WORK TASK >>
Omit the images and reproduce the rest of the entries exactly.

Saved entries
***

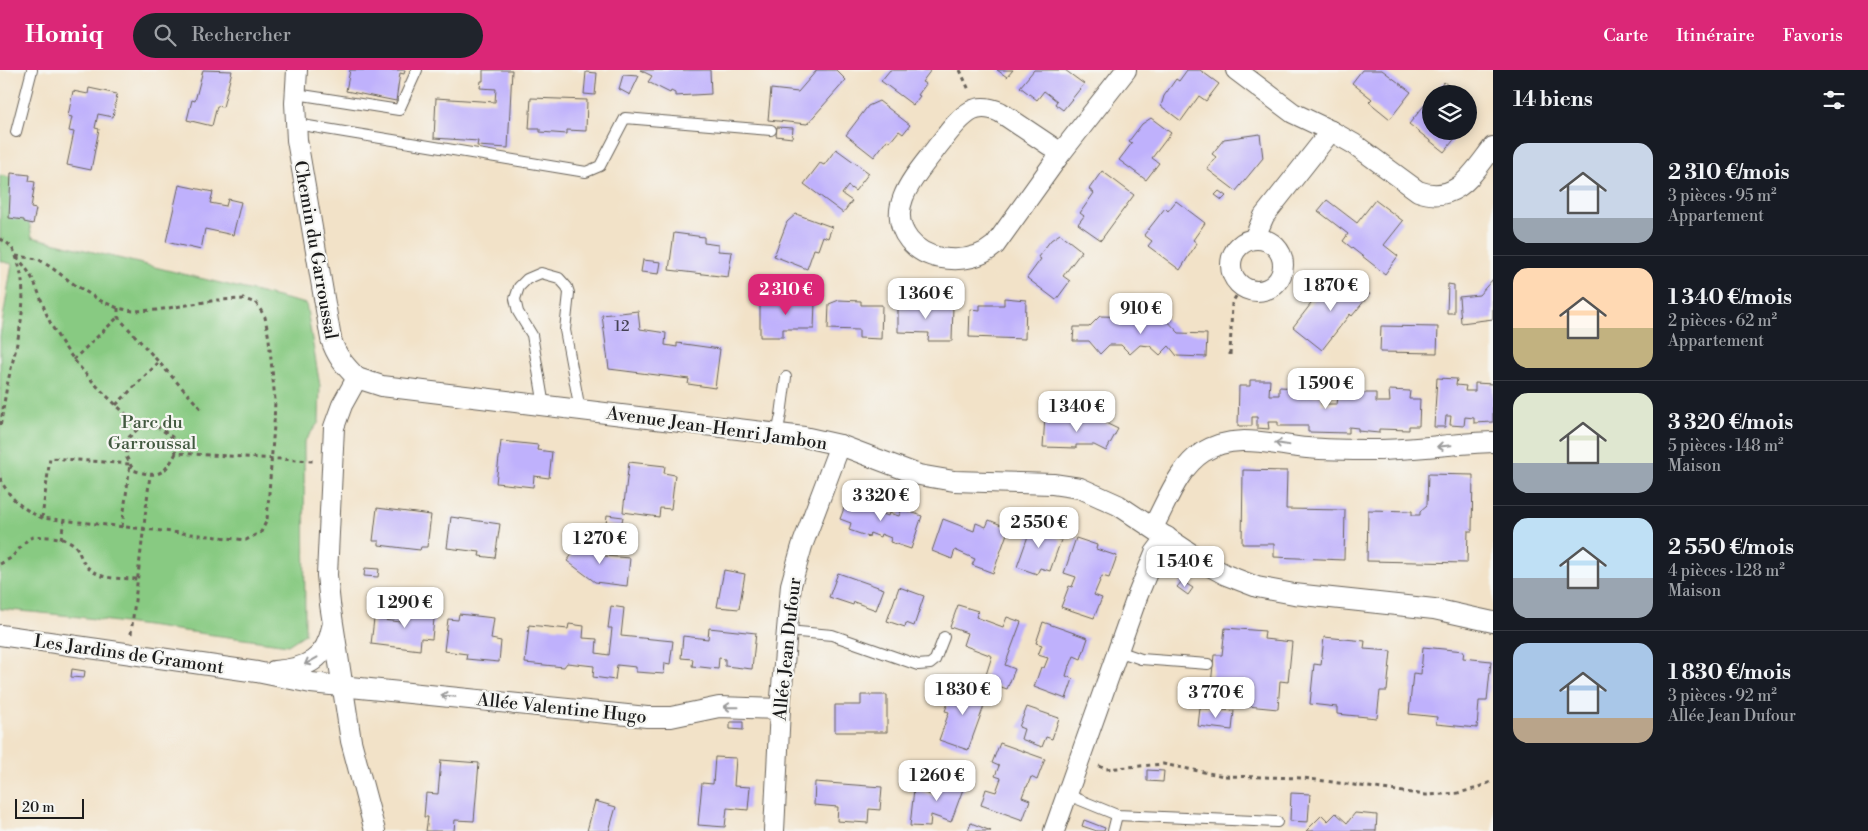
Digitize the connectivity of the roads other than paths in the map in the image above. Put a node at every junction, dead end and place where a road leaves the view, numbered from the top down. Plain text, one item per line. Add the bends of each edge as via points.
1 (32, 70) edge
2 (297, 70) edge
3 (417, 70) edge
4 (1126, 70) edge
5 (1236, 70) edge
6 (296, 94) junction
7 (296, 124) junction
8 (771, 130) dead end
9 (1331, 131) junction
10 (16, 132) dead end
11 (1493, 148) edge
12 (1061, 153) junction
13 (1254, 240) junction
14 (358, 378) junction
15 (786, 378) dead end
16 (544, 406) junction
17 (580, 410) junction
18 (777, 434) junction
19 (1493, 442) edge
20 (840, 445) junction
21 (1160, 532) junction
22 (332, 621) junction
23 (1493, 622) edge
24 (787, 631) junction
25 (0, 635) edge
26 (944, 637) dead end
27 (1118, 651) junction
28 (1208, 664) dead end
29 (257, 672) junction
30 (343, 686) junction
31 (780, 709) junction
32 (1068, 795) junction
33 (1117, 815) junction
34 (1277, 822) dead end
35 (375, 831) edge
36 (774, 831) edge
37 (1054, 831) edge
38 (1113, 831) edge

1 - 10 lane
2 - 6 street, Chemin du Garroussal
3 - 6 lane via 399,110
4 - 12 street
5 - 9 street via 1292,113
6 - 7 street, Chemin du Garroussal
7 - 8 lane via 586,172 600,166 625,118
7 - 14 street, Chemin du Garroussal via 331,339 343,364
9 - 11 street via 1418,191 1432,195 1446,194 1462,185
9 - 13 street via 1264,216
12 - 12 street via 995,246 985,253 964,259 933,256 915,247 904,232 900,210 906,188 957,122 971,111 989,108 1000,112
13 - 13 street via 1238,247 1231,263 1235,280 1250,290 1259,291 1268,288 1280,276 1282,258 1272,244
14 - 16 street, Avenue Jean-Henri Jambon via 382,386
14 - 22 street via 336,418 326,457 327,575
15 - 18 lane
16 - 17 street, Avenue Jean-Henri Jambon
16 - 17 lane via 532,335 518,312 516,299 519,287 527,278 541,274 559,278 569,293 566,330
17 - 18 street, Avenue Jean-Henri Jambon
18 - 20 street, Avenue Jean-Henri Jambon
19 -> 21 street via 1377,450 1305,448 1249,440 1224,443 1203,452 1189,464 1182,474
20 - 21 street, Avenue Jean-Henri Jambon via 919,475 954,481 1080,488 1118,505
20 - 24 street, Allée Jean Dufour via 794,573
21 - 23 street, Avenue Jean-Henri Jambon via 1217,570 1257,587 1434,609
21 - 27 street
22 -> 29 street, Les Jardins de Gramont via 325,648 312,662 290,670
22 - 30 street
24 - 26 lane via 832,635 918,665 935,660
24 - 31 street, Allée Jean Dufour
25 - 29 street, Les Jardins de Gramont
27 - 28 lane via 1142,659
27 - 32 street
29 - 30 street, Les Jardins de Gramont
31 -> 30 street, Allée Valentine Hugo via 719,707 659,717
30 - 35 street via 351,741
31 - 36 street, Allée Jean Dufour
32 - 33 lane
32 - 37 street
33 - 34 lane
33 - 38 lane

***

OUTPUT >>
Digitize the connectivity of the roads other than paths in the map in the image above. Put a node at every junction, dead end and place where a road leaves the view, numbered from the top down. Plain text, one item per line. Add the bends of each edge as via points.
1 (32, 70) edge
2 (297, 70) edge
3 (417, 70) edge
4 (1126, 70) edge
5 (1236, 70) edge
6 (296, 94) junction
7 (296, 124) junction
8 (771, 130) dead end
9 (1331, 131) junction
10 (16, 132) dead end
11 (1493, 148) edge
12 (1061, 153) junction
13 (1254, 240) junction
14 (358, 378) junction
15 (786, 378) dead end
16 (544, 406) junction
17 (580, 410) junction
18 (777, 434) junction
19 (1493, 442) edge
20 (840, 445) junction
21 (1160, 532) junction
22 (332, 621) junction
23 (1493, 622) edge
24 (787, 631) junction
25 (0, 635) edge
26 (944, 637) dead end
27 (1118, 651) junction
28 (1208, 664) dead end
29 (257, 672) junction
30 (343, 686) junction
31 (780, 709) junction
32 (1068, 795) junction
33 (1117, 815) junction
34 (1277, 822) dead end
35 (375, 831) edge
36 (774, 831) edge
37 (1054, 831) edge
38 (1113, 831) edge

1 - 10 lane
2 - 6 street, Chemin du Garroussal
3 - 6 lane via 399,110
4 - 12 street
5 - 9 street via 1292,113
6 - 7 street, Chemin du Garroussal
7 - 8 lane via 586,172 600,166 625,118
7 - 14 street, Chemin du Garroussal via 331,339 343,364
9 - 11 street via 1418,191 1432,195 1446,194 1462,185
9 - 13 street via 1264,216
12 - 12 street via 995,246 985,253 964,259 933,256 915,247 904,232 900,210 906,188 957,122 971,111 989,108 1000,112
13 - 13 street via 1238,247 1231,263 1235,280 1250,290 1259,291 1268,288 1280,276 1282,258 1272,244
14 - 16 street, Avenue Jean-Henri Jambon via 382,386
14 - 22 street via 336,418 326,457 327,575
15 - 18 lane
16 - 17 street, Avenue Jean-Henri Jambon
16 - 17 lane via 532,335 518,312 516,299 519,287 527,278 541,274 559,278 569,293 566,330
17 - 18 street, Avenue Jean-Henri Jambon
18 - 20 street, Avenue Jean-Henri Jambon
19 -> 21 street via 1377,450 1305,448 1249,440 1224,443 1203,452 1189,464 1182,474
20 - 21 street, Avenue Jean-Henri Jambon via 919,475 954,481 1080,488 1118,505
20 - 24 street, Allée Jean Dufour via 794,573
21 - 23 street, Avenue Jean-Henri Jambon via 1217,570 1257,587 1434,609
21 - 27 street
22 -> 29 street, Les Jardins de Gramont via 325,648 312,662 290,670
22 - 30 street
24 - 26 lane via 832,635 918,665 935,660
24 - 31 street, Allée Jean Dufour
25 - 29 street, Les Jardins de Gramont
27 - 28 lane via 1142,659
27 - 32 street
29 - 30 street, Les Jardins de Gramont
31 -> 30 street, Allée Valentine Hugo via 719,707 659,717
30 - 35 street via 351,741
31 - 36 street, Allée Jean Dufour
32 - 33 lane
32 - 37 street
33 - 34 lane
33 - 38 lane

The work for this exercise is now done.